Top of Exercise input

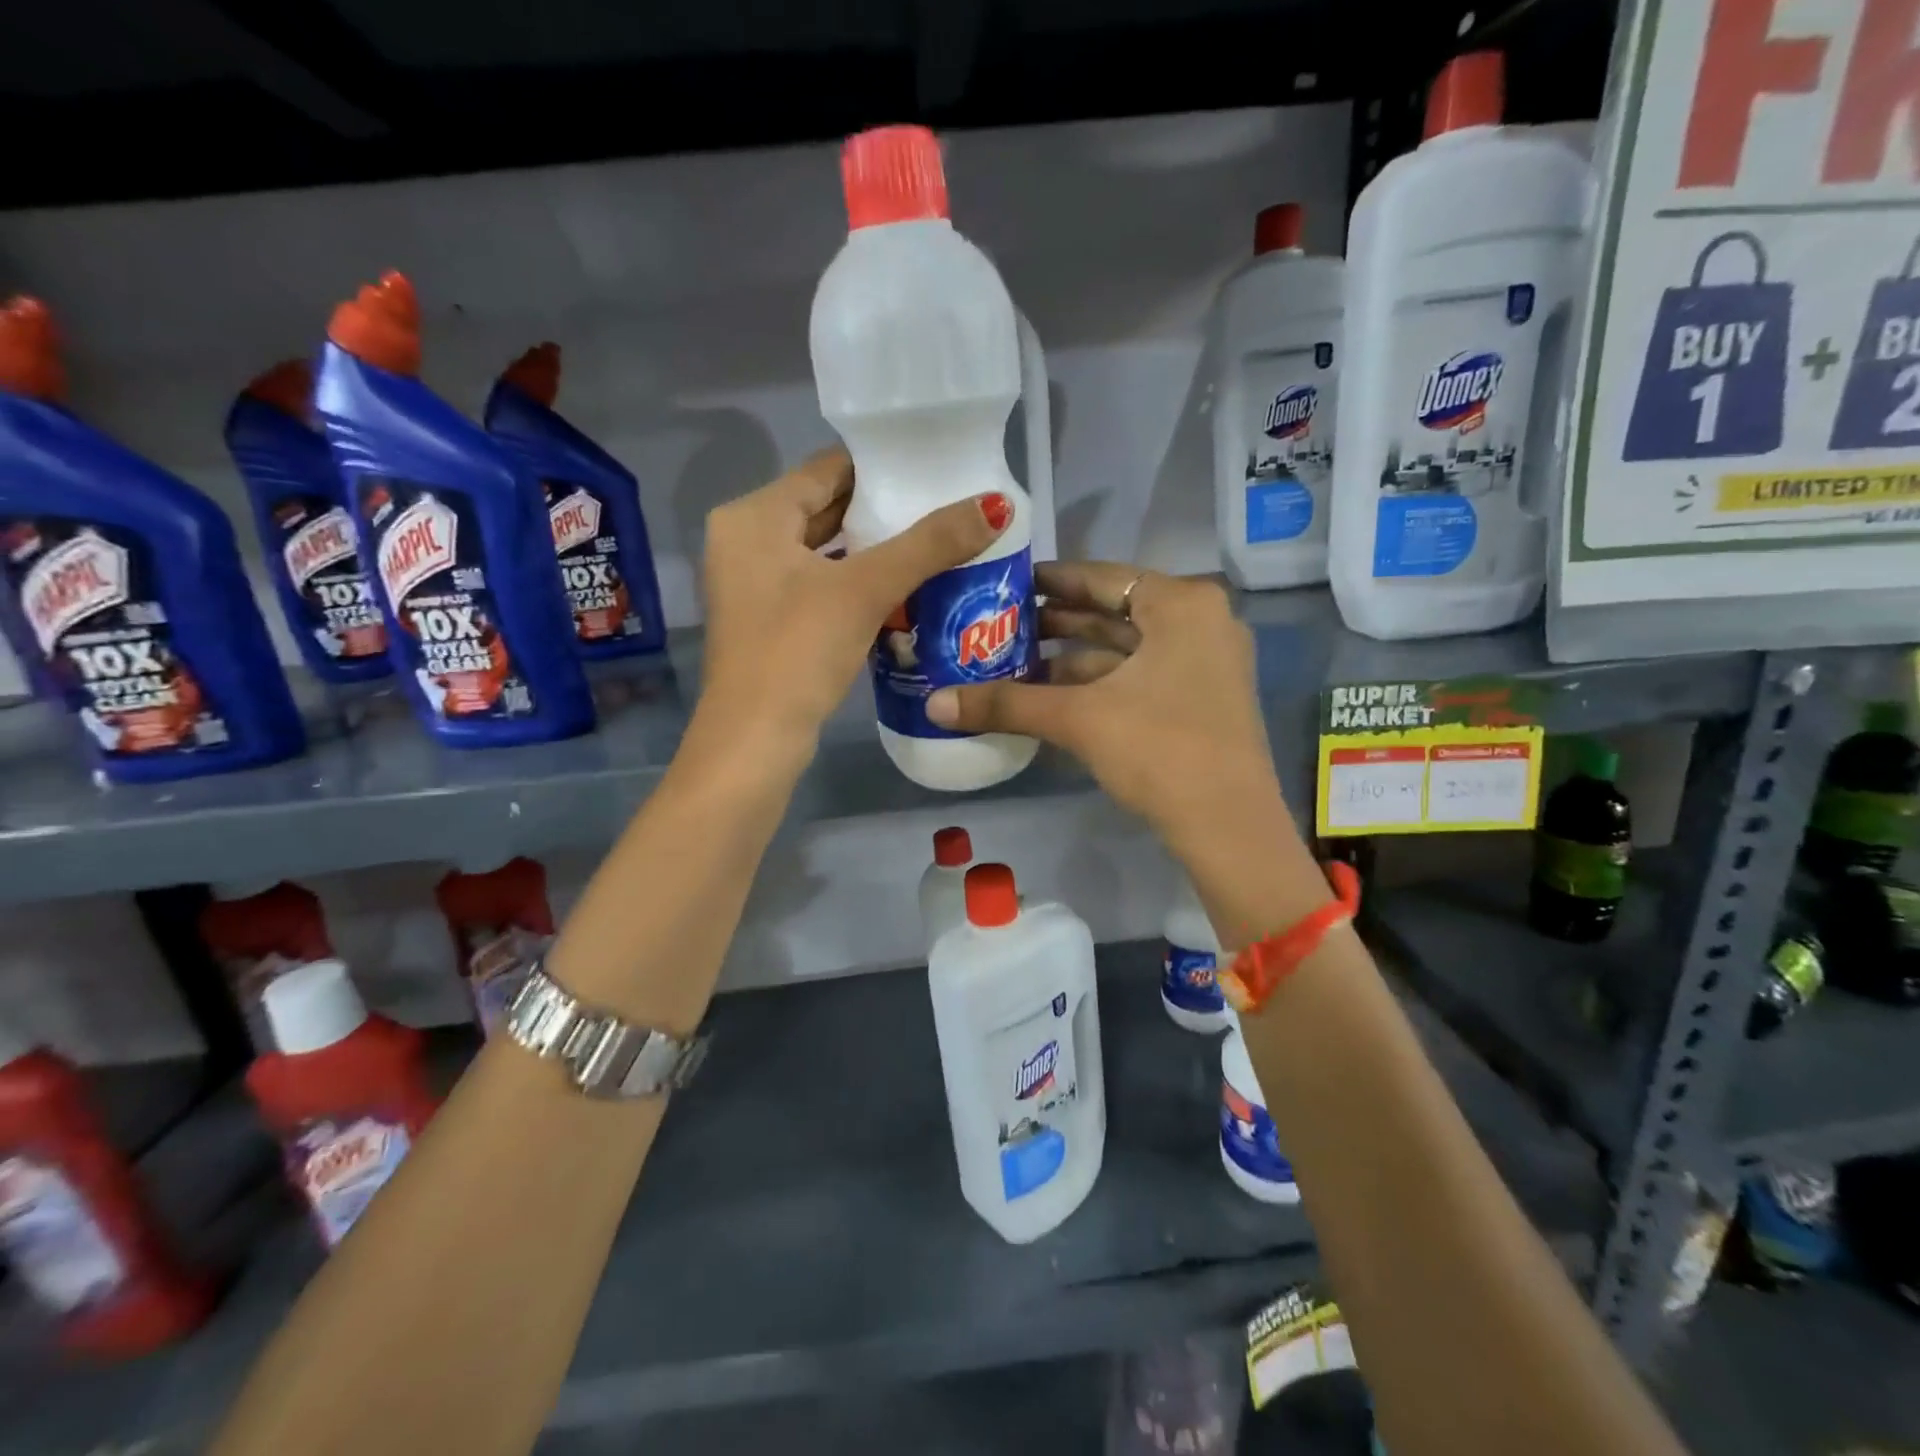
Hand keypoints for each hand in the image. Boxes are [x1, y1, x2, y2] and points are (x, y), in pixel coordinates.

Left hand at [698, 447, 1009, 745]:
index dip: (882, 467)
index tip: (935, 468)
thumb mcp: (865, 590)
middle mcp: (746, 542)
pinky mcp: (771, 622)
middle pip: (826, 509)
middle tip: (946, 506)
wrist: (755, 741)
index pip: (827, 469)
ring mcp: (755, 585)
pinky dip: (858, 583)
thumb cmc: (798, 651)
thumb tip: (997, 505)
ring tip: (936, 543)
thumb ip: (929, 544)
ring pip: (826, 551)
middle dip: (884, 510)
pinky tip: (904, 588)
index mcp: (753, 517)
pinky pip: (822, 585)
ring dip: (875, 550)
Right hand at [926, 564, 1283, 852]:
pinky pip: (1141, 675)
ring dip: (1073, 657)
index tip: (1007, 585)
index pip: (1102, 576)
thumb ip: (1007, 704)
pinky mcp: (1203, 699)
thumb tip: (934, 705)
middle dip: (1057, 622)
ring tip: (1016, 663)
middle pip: (1115, 611)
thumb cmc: (1159, 750)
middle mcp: (1200, 622)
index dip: (1050, 580)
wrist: (1228, 827)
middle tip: (1002, 625)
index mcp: (1182, 604)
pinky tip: (1053, 696)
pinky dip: (1099, 683)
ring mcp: (1207, 663)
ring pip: (1127, 648)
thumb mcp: (1078, 719)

Bottom of Exercise input

Task goal » Show me every line in the data above that includes "index".

Written reply »
index dip: (882, 467)
index tip: (935, 468)
index pip: (827, 469)
index mcp: (753, 517)
index tip: (1007, 585)
index pip: (1102, 576)
index dip: (1050, 580)
index mcp: (1182, 604)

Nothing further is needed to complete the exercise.